= Finn Iunker =

Norwegian playwright (born 1969)

Finn Iunker (born 27 March 1969) is a Norwegian playwright born in Arendal Municipality. He lives in Oslo.
Finn Iunker made his debut as a dramatist in 1994 with The Answering Machine. He is amongst the Norwegian dramatists whose plays are most frequently staged, but mostly abroad. He was awarded the Ibsen-award in company with Liv Heløe in 2006, and was up for nomination in 2003’s Nordisk Dramatikerpris. He has just published a collection of short prose; Fortellinger, to rave reviews.
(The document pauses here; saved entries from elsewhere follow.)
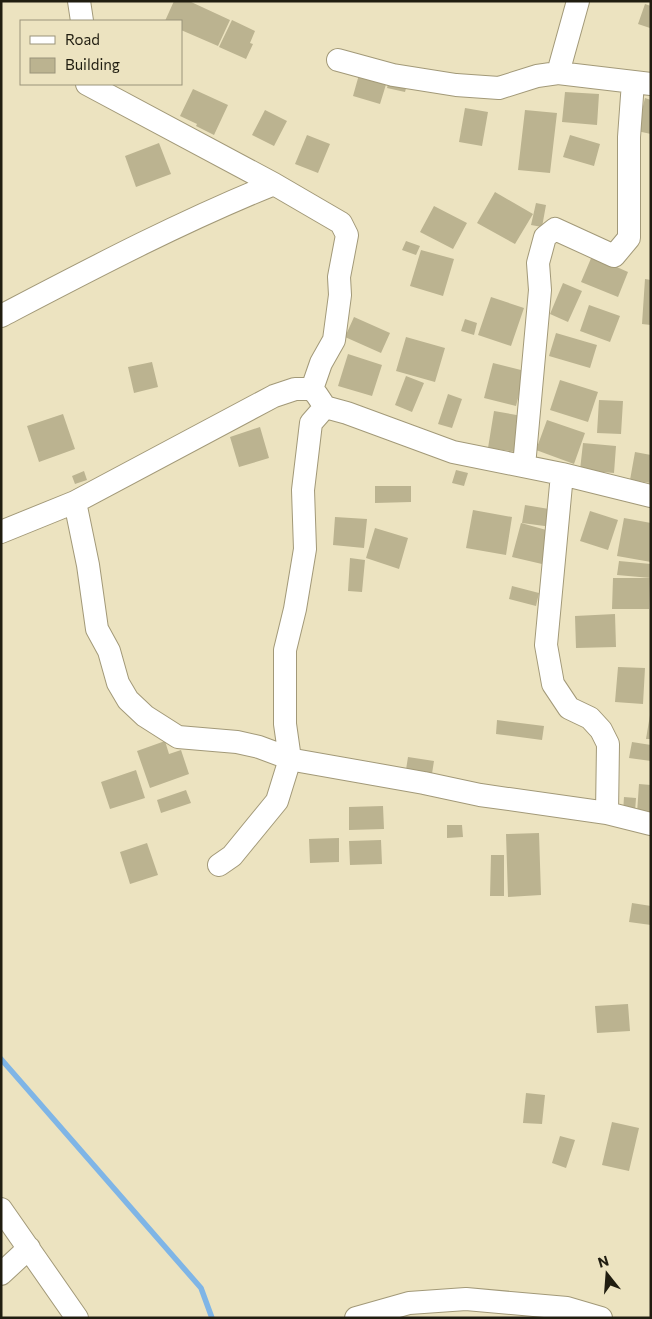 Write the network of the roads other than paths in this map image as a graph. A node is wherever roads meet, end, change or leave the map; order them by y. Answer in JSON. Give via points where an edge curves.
{"nodes":[{"id":1,"x":79,"y":1,"type":"edge"},
{"id":2,"x":578,"y":1,"type":"edge"},
{"id":3,"x":82,"y":20,"type":"edge"},
{"id":4,"x":338,"y":60,"type":"dead end"},
{"id":5,"x":558,"y":73,"type":"junction"},
{"id":6,"x":642,"y":83,"type":"edge"},
{"id":7,"x":89,"y":85,"type":"edge"},
{"id":8,"x":274,"y":184,"type":"junction"},
{"id":9,"x":1,"y":316,"type":"edge"},
{"id":10,"x":318,"y":398,"type":"junction"},
{"id":11,"x":524,"y":466,"type":"junction"},
{"id":12,"x":562,"y":474,"type":"junction"},
{"id":13,"x":651,"y":496,"type":"edge"},
{"id":14,"x":75,"y":502,"type":"junction"},
{"id":15,"x":1,"y":532,"type":"edge"},
{"id":16,"x":290,"y":759,"type":"junction"},
{"id":17,"x":607,"y":813,"type":"junction"},
{"id":18,"x":651,"y":824,"type":"edge"},
{"id":19,"x":219,"y":865,"type":"dead end"},
{"id":20,"x":1,"y":1209,"type":"edge"},
{"id":21,"x":29,"y":1248,"type":"junction"},
{"id":22,"x":1,"y":1274,"type":"edge"},
{"id":23,"x":77,"y":1318,"type":"edge"},
{"id":24,"x":356,"y":1318,"type":"edge"},
{"id":25,"x":601,"y":1318,"type":"edge"}],
"edges":[{"from":1,"to":3,"type":"street"},
{"from":2,"to":5,"type":"street"},
{"from":4,"to":5,"type":"street","via":[[393,75],[499,88]]},
{"from":5,"to":6,"type":"street"},
{"from":6,"to":11,"type":"street","via":[[628,137],[629,238],[614,256],[554,230],[545,237],[538,263],[540,290]]},
{"from":7,"to":8,"type":"street"},
{"from":8,"to":9,"type":"street","via":[[149,240]]},
{"from":8,"to":10,"type":"street","via":[[341,223],[347,235],[339,277],[334,340],[321,363]]},
{"from":10,"to":11,"type":"street","via":[[347,413],[454,452]]},
{"from":10,"to":14,"type":"street","via":[[294,389],[274,396]]},
{"from":10,"to":16,"type":"street","via":[[311,423],[303,490],[304,549],[285,650]]},
{"from":11,"to":12,"type":"street"},
{"from":12,"to":13,"type":"street"},
{"from":12,"to":17,"type":"street","via":[[546,645],[553,684],[569,708],[590,718],[608,744]]},
{"from":14,"to":15,"type":"street"},
{"from":14,"to":16,"type":"street","via":[[97,629],[128,700],[144,716],[178,737],[236,742]]},
{"from":16,"to":17,"type":"street","via":[[480,795]]},
{"from":16,"to":19,"type":"street","via":[[277,801],[232,856]]},
{"from":17,"to":18,"type":"street"},
{"from":20,"to":21,"type":"street"},
{"from":21,"to":22,"type":"street"},
{"from":21,"to":23,"type":"street"},
{"from":24,"to":25,"type":"street","via":[[409,1303],[466,1299],[567,1308]]}]} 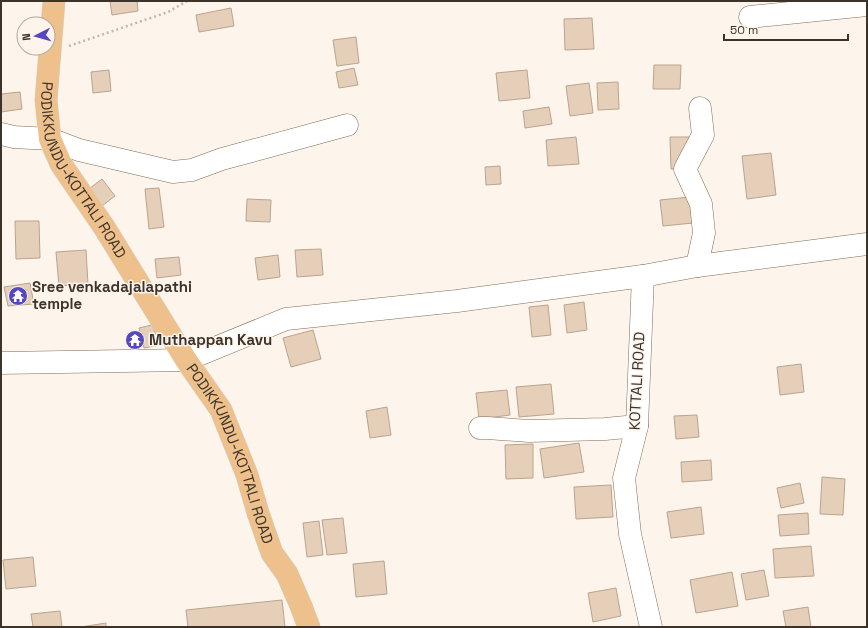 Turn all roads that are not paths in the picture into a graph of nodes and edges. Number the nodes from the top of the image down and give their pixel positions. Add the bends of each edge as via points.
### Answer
1 (54, 1) edge
2 (867, 5) edge
3 (750, 17) dead end
4 (700, 108) dead end
5 (347, 125) dead end
6 (1, 134) edge
7 (50, 139) junction
8 (867, 244) edge
9 (697, 266) junction
10 (643, 276) junction
11 (186, 360) junction
12 (1, 363) edge
13 (637, 426) junction
14 (480, 428) dead end
15 (309, 627) edge
16 (651, 627) edge

1 - 7 main road, PODIKKUNDU-KOTTALI ROAD via 46,100
2 - 3 street
4 - 9 street via 703,135 684,169 701,204 704,233
5 - 7 street via 222,159 192,170 173,172 79,150
6 - 7 street
7 - 11 main road, PODIKKUNDU-KOTTALI ROAD via 61,164 104,227
8 - 9 street
9 - 10 street
10 - 11 street via 457,301 286,319
10 - 13 street, KOTTALI ROAD
11 - 12 street
11 - 15 main road, PODIKKUNDU-KOTTALI ROAD via 221,410 247,475 272,553 287,574
13 - 14 street via 529,431
13 - 16 street, KOTTALI ROAD via 624,478 630,534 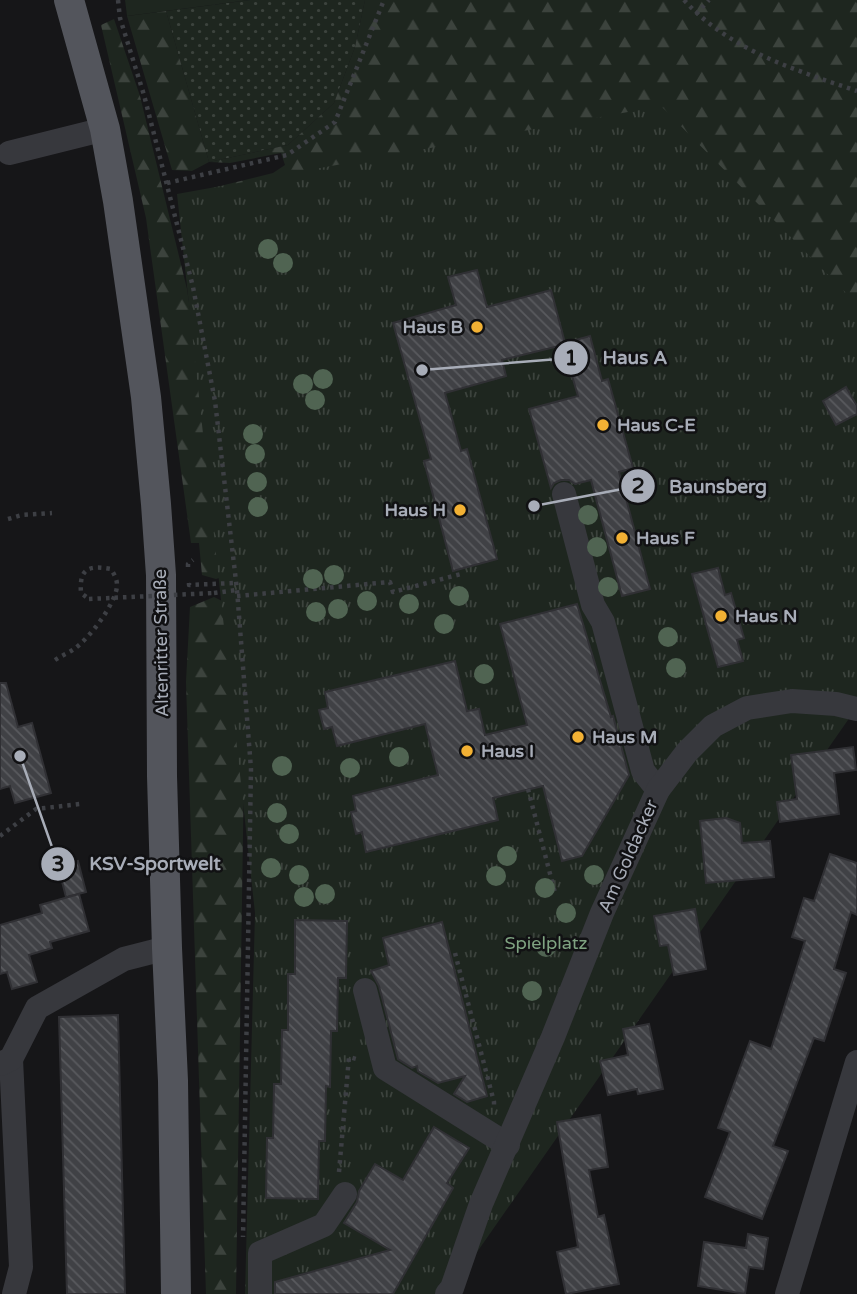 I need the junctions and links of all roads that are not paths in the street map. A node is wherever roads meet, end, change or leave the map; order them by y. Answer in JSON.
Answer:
{"nodes":[{"id":1,"x":69,"y":0,"type":"edge"},
{"id":2,"x":105,"y":129,"type":"junction"},
{"id":3,"x":9,"y":152,"type":"dead end"},
{"id":4,"x":564,"y":494,"type":"dead end"},
{"id":5,"x":857,"y":709,"type":"edge"},
{"id":6,"x":658,"y":790,"type":"junction"},
{"id":7,"x":167,"y":948,"type":"junction"},
{"id":8,"x":365,"y":990,"type":"dead end"},
{"id":9,"x":6,"y":1061,"type":"edge"},
{"id":10,"x":857,"y":1062,"type":"edge"},
{"id":11,"x":501,"y":1142,"type":"junction"},
{"id":12,"x":345,"y":1194,"type":"road end"},
{"id":13,"x":454,"y":1292,"type":"edge"},
{"id":14,"x":14,"y":1294,"type":"edge"},
{"id":15,"x":176,"y":1294,"type":"edge"},
{"id":16,"x":260,"y":1294,"type":"edge"},
{"id":17,"x":787,"y":1294,"type":"edge"}],
"edges":[{"from":1,"to":2,"type":"main road","name":"Altenritter Straße"},
{"from":2,"to":3,"type":"street"},
{"from":2,"to":7,"type":"main road","name":"Altenritter Straße"},
{"from":4,"to":6,"type":"street"},
{"from":5,"to":6,"type":"street","name":"Am Goldacker"},
{"from":6,"to":11,"type":"street","name":"Am Goldacker"},
{"from":7,"to":9,"type":"street"},
{"from":7,"to":15,"type":"main road","name":"Altenritter Straße"},
{"from":8,"to":11,"type":"street"},
{"from":9,"to":14,"type":"street"},
{"from":10,"to":17,"type":"street"},
{"from":11,"to":13,"type":"street","name":"Am Goldacker"},
{"from":12,"to":16,"type":"street"}]}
He has also written Ifigeneia and Dealing with Helen.

== About Ifigeneia ==
Iunker’s Ifigeneia has sprung from Euripede’s tragedy Iphigeneia in Aulis based on the myth of Agamemnon, leader of the Greek forces in Troy who makes the agonising choice of sacrificing his daughter to win favourable winds for his ships sailing against Troy. Parallels are drawn between the cynicism of leaders then and now, lines made more visible by Iunker’s highly modern language with an underlying streak of farce.

== Play ==
His play Ifigeneia premiered in Antwerp where it was produced by the Flemish Theatre company Skagen. Three years later, on 26 October 2006 his play was staged for the first time in his own home country, Norway, where it was produced in Oslo at the Black Box Theatre by the Norwegian theatre company Verk Produksjoner.